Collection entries

.....

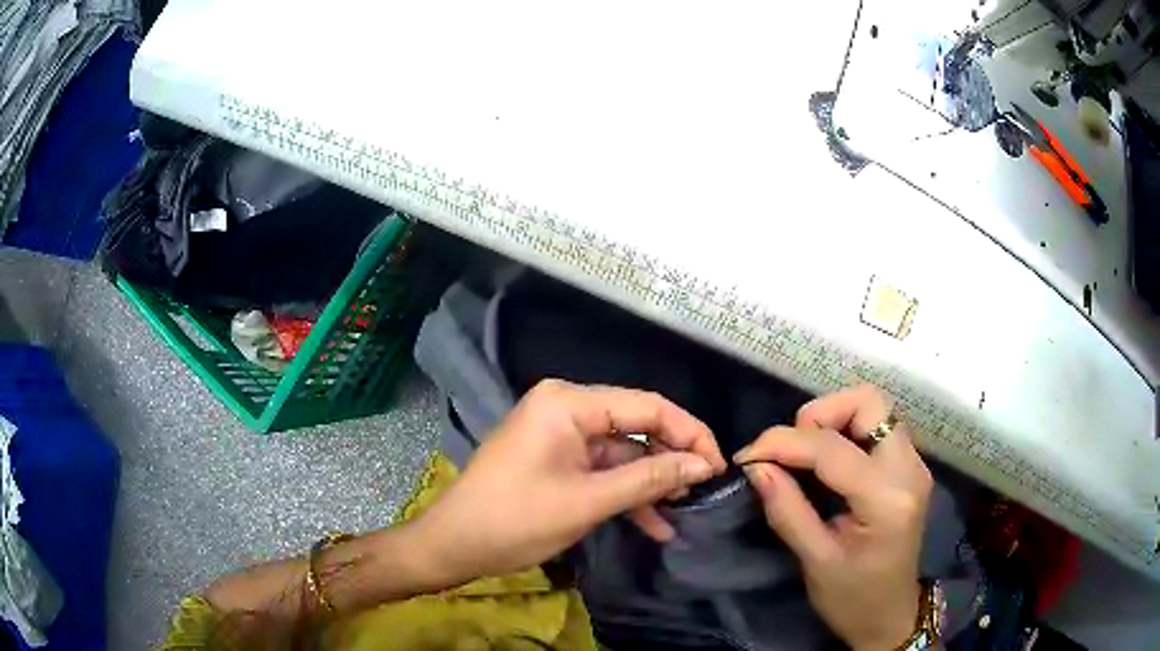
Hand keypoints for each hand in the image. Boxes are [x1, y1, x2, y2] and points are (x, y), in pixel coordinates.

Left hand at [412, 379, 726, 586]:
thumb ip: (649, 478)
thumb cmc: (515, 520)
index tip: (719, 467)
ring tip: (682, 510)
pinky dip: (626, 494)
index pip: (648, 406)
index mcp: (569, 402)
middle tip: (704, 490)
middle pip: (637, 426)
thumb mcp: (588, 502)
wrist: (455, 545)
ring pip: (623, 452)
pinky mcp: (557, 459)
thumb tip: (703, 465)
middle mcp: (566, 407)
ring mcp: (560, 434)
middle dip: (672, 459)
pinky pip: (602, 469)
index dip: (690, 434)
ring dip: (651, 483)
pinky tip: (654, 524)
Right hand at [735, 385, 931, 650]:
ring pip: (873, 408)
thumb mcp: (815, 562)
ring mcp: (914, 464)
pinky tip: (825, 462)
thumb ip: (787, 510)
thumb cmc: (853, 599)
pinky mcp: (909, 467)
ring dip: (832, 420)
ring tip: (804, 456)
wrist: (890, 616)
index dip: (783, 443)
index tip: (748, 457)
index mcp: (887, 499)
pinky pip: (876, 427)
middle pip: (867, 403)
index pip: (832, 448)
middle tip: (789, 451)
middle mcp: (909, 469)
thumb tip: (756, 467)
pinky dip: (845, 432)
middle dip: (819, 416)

.....

• _The task_
Working through the records above, copy each line in which "hand" is found.

• _Exercise output_
Hand keypoints for each hand in the image. Boxes are [x1, y1, x2, y2] and points are (x, y), in pixel coordinates.
Left hand at [412, 379, 726, 586]:
Right hand at [735, 385, 931, 650]:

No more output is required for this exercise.